Malaysia IPO volumes set to rise this year

KUALA LUMPUR • Fund raising from Malaysian initial public offerings is poised to rebound from the lowest in 16 years, led by a planned relisting of the local KFC operator, as receding uncertainty and commodity price gains help rekindle demand for riskier assets.

First-time share sales in Malaysia, South-east Asia's top destination for new listings less than five years ago, fell to US$305 million (S$441 million) last year, according to data compiled by Bloomberg.

The figure was the lowest level since 2000 and trailed other regional exchanges, including Singapore, which hosted US$1.7 billion of IPOs, and Thailand, where US$1.5 billion was raised, the data show.

While a volatile ringgit and slower economic growth hurt IPO volumes last year, fund raising could jump to at least US$2 billion this year, according to CIMB Group Holdings, Malaysia's top IPO arranger.

 QSR Brands (M) Holdings, the fast-food franchisee backed by CVC Capital Partners, is preparing a US$500 million share sale, people with knowledge of the matter said earlier. Property developer Eco World International said in October it plans to seek more than RM2 billion (S$642 million) in an IPO.

"Large IPOs planned for 2017 are expected to reignite investor interest," chief executive officer of CIMB's investment-banking arm Kong Sooi Lin, said in an interview. "If post-IPO performances listings are strong, we could see a rub-off effect where more private companies may decide to go public."
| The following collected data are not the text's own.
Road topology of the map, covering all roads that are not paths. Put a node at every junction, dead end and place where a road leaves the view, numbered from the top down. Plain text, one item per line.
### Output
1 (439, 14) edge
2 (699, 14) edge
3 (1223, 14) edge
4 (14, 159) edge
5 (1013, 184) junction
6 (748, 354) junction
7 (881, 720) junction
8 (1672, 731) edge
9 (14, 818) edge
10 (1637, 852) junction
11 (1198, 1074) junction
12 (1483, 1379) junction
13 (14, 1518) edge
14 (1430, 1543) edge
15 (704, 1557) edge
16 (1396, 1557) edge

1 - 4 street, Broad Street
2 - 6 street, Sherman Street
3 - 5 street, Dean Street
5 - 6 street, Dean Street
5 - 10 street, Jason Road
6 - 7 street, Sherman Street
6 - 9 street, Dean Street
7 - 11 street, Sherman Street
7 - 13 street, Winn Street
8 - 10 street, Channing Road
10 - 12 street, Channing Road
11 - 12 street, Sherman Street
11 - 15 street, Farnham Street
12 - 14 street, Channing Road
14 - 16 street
QSR Brands, which runs more than 730 KFC outlets and 390 Pizza Hut eateries in South-east Asia, is returning to the Malaysian stock market after being taken private in 2013 by CVC, Employees Provident Fund and Johor Corp. 

The company picked Citigroup, Credit Suisse Group and Malayan Banking to lead its IPO, people with knowledge of the matter said in October.

Malaysia, the only net oil exporter in Asia and the world's second-biggest palm oil producer, saw its currency weaken more than 4 per cent last year. Brent crude oil prices, which hit a decade low last January, rallied more than 50 per cent to about US$57 per barrel and could rise further this year as the Organisation of Petroleum Exporting Countries vows to trim output. Benchmark palm prices in Malaysia climbed 22 per cent last year.

The recovery could provide a boost to Serba Dinamik Holdings, an oil and gas services provider that is taking orders for an IPO of as much as RM584.1 million.

Edra Global Energy, Malaysia's second-biggest independent power producer, is considering a US$400 million first-time share sale as soon as this year, people familiar with the matter said in October.

Listings that have been delayed could return this year as confidence in the market increases, Mr Ramesh Manimekalanandan, head of Malaysia equity capital markets at Maybank Investment Bank, said in an interview.